Selling the product is not the problem, restricting the distribution is. Are you going to be happy if someone takes your terrible looking product then essentially limits it's distribution because they have just prettied up some css and images? What if this new product becomes more popular than yours, what if this new product starts making lots of money while your project dies in obscurity?
What you are saying is that it is ok for someone to essentially use all your hardwork and give you nothing in return, ie not allow you to use their work. Will you feel like continually upgrading your product while the person that can make pretty css and images makes a killing off it and you make nothing?
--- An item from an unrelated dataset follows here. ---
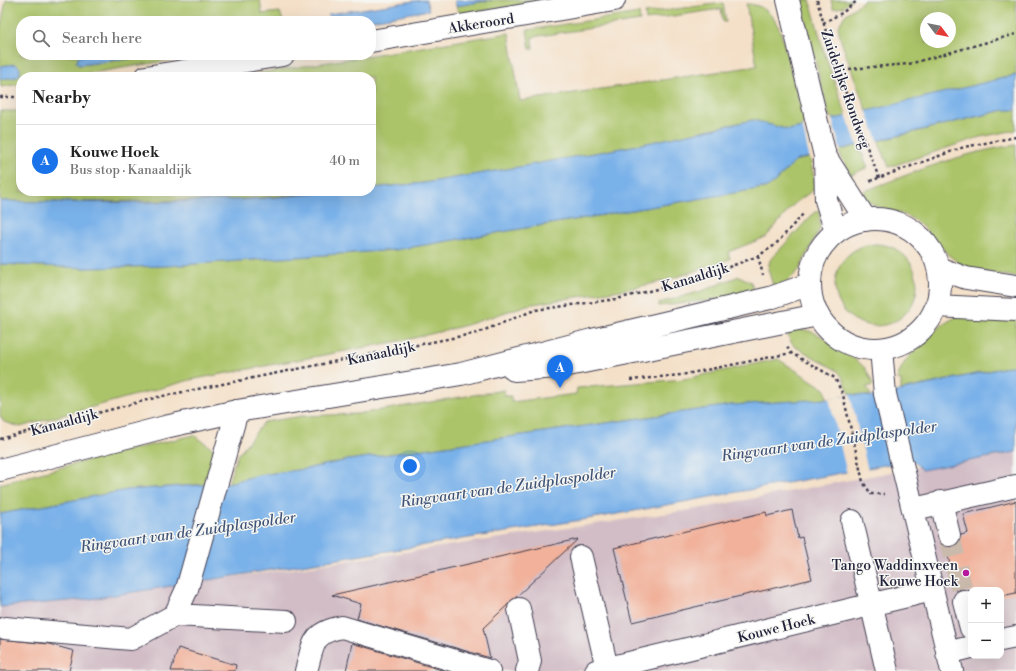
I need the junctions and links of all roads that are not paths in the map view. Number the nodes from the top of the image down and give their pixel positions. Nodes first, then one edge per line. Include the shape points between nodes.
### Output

On the other hand if the images and css were GPL, you would be able to integrate the work back into your product, thus your enhancements would benefit the other developer and the other developers enhancements would benefit you. Basically you will then have a symbiotic relationship with the other developer as opposed to a parasitic one. It is my view that split licensed GPL / proprietary distributions are indeed parasitic, they take and give nothing in return.
I don't see a problem here. Especially when someone can take a free thing and add enough value to it, without writing code, that people are willing to buy a free product.
WordPress has decided to enforce their philosophy by restricting people who contribute a product that, some can argue, enhances WordPress. And restrict them from interacting with the WordPress community. That is a difficult situation, to restrict contributors because what they contribute isn't free.
I think you are confused about this. Nobody is restricting anyone from selling the product - WordPress actually hosts commercial GPL themes on their main site. The problem is limiting distribution, something I feel is wrong due to the reasons I outlined above.